#### TASK INSTRUCTIONS:
Images embedded in the records are excluded; print everything else exactly as given.

#### DATASET CONTENT:
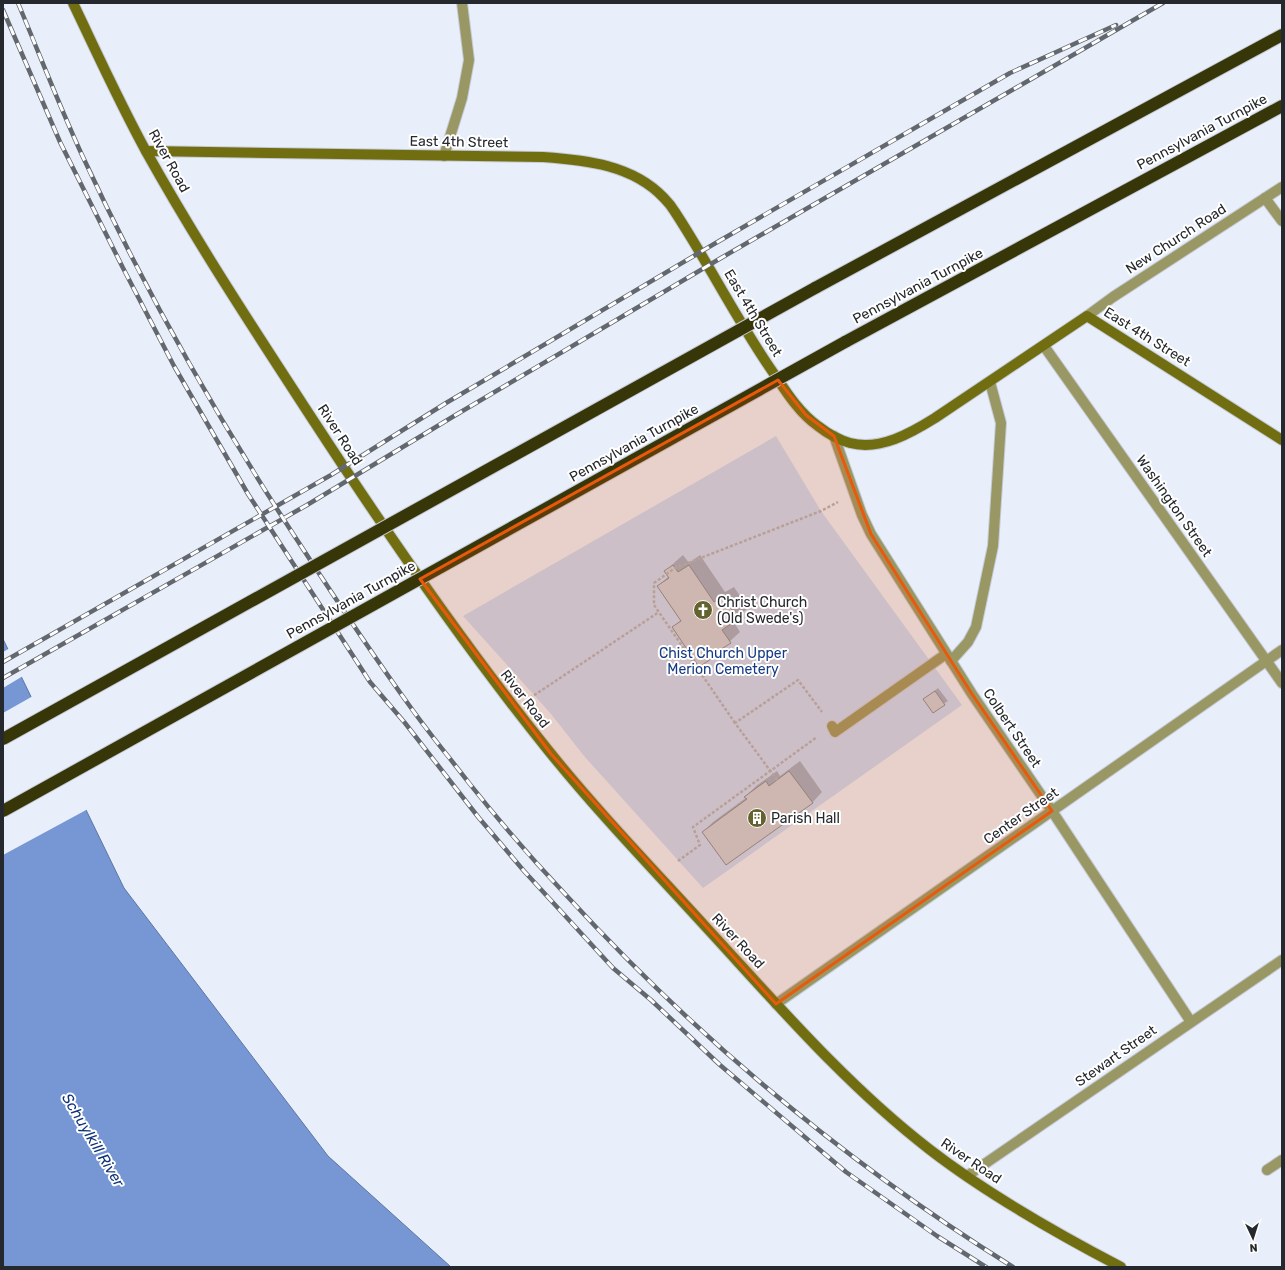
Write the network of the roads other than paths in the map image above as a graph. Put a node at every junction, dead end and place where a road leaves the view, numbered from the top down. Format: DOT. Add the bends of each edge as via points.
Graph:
graph roads {
  1 [pos="73,3"];
  2 [pos="462,3"];
  3 [pos="1282,35"];
  4 [pos="1282,106"];
  5 [pos="146,151"];
  6 [pos="444,156"];
  7 [pos="1282,187"];
  8 [pos="1265,198"];
  9 [pos="1282,222"];
  10 [pos="1087,316"];
  11 [pos="1044,346"];
  12 [pos="990,382"];
  13 [pos="834,436"];
  14 [pos="1282,440"];
  15 [pos="1282,650"];
  16 [pos="948,657"];
  17 [pos="1266,661"];
  18 [pos="1282,683"];
  19 [pos="832,726"];
  20 [pos="3,739"];
  21 [pos="3,811"];
  22 [pos="1052,811"];
  23 [pos="1282,960"];
  24 [pos="776,1004"];
  25 [pos="1191,1022"];
  26 [pos="1282,1160"];
  27 [pos="1267,1170"];
  28 [pos="967,1176"];
  29 [pos="1121,1267"];
  1 -- 5 [label="main road, River Road"];
  2 -- 6 [label="street" via="469,60 462,98"];
  3 -- 20 [label="highway, bridge" via="815,288"];
  4 -- 21 [label="highway, Pennsylvania Turnpike, bridge" via="845,342"];
  5 -- 6 [label="main road, East 4th Street"];
  5 -- 24 [label="main road, River Road" via="220,278 371,508 438,604 551,754"];
  6 -- 13 [label="main road, East 4th Street" via="543,157 592,162 632,175 648,185 676,212 746,332 786,392 818,426"];
  7 -- 8 [label="street, New Church Road"];
  8 -- 9 [label="street"];
  8 -- 10 [label="street, New Church Road"];
  10 -- 11 [label="main road, East 4th Street"];
  10 -- 14 [label="main road, East 4th Street"];
  11 -- 12 [label="main road, East 4th Street"];
  11 -- 17 [label="street, Washington Street"];
  12 -- 13 [label="main road, East 4th Street" via="900,438 867,444 851,443"];
  12 -- 16 [label="street" via="1001,423 993,546 976,627 968,642"];
  13 -- 16 [label="street, Colbert Street" via="871,534"];
  15 -- 17 [label="street, Center Street"];
  16 -- 19 [label="street" via="835,732"];
  16 -- 22 [label="street, Colbert Street"];
  17 -- 18 [label="street, Washington Street"];
  17 -- 22 [label="street, Center Street"];
  22 -- 24 [label="street, Center Street"];
  22 -- 25 [label="street, Colbert Street"];
  23 -- 25 [label="street, Stewart Street"];
  24 -- 28 [label="main road, River Road" via="888,1115 928,1149"];
  25 -- 28 [label="street, Stewart Street"];
  26 -- 27 [label="street"];
  28 -- 29 [label="main road, River Road" via="1088,1250"];
}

#### COMPLETED TASK:
Write the network of the roads other than paths in the map image above as a graph. Put a node at every junction, dead end and place where a road leaves the view, numbered from the top down. Format: DOT. Add the bends of each edge as via points.
Graph:
graph roads {
  1 [pos="73,3"];
  2 [pos="462,3"];
  3 [pos="1282,35"];
  4 [pos="1282,106"];
  5 [pos="146,151"];
  6 [pos="444,156"];
  7 [pos="1282,187"];
  8 [pos="1265,198"];
  9 [pos="1282,222"];
  10 [pos="1087,316"];
  11 [pos="1044,346"];
  12 [pos="990,382"];
  13 [pos="834,436"];
  14 [pos="1282,440"];
  15 [pos="1282,650"];
  16 [pos="948,657"];
  17 [pos="1266,661"];
  18 [pos="1282,683"];
  19 [pos="832,726"];
  20 [pos="3,739"];
  21 [pos="3,811"];
  22 [pos="1052,811"];
  23 [pos="1282,960"];
  24 [pos="776,1004"];
  25 [pos="1191,1022"];
  26 [pos="1282,1160"];
  27 [pos="1267,1170"];
  28 [pos="967,1176"];
  29 [pos="1121,1267"];
  1 -- 5 [label="main road, River Road"];
  2 -- 6 [label="street" via="469,60 462,98"];
  3 -- 20 [label="highway, bridge" via="815,288"];
  4 -- 21 [label="highway, Pennsylvania Turnpike, bridge" via="845,342"];
  5 -- 6 [label="main road, East 4th Street"];
  5 -- 24 [label="main road, River Road" via="220,278 371,508 438,604 551,754"];
  6 -- 13 [label="main road, East 4th Street" via="543,157 592,162 632,175 648,185 676,212 746,332 786,392 818,426"];
  7 -- 8 [label="street, New Church Road"];
  8 -- 9 [label="street"];
  8 -- 10 [label="street, New Church Road"];
  10 -- 11 [label="main road, East 4th Street"];
  10 -- 14 [label="main road, East 4th Street"];
  11 -- 12 [label="main road, East 4th Street"];
  11 -- 17 [label="street, Washington Street"];
  12 -- 13 [label="main road, East 4th Street" via="900,438 867,444 851,443"];
  12 -- 16 [label="street" via="1001,423 993,546 976,627 968,642"];
  13 -- 16 [label="street, Colbert Street" via="871,534"];
  15 -- 17 [label="street, Center Street"];
  16 -- 19 [label="street" via="835,732"];
  16 -- 22 [label="street, Colbert Street"];
  17 -- 18 [label="street, Washington Street"];
  17 -- 22 [label="street, Center Street"];
  22 -- 24 [label="street, Center Street"];
  22 -- 25 [label="street, Colbert Street"];
  23 -- 25 [label="street, Stewart Street"];
  24 -- 28 [label="main road, River Road" via="888,1115 928,1149"];
  25 -- 28 [label="street, Stewart Street"];
  26 -- 27 [label="street"];
  28 -- 29 [label="main road, River Road" via="1088,1250"];
}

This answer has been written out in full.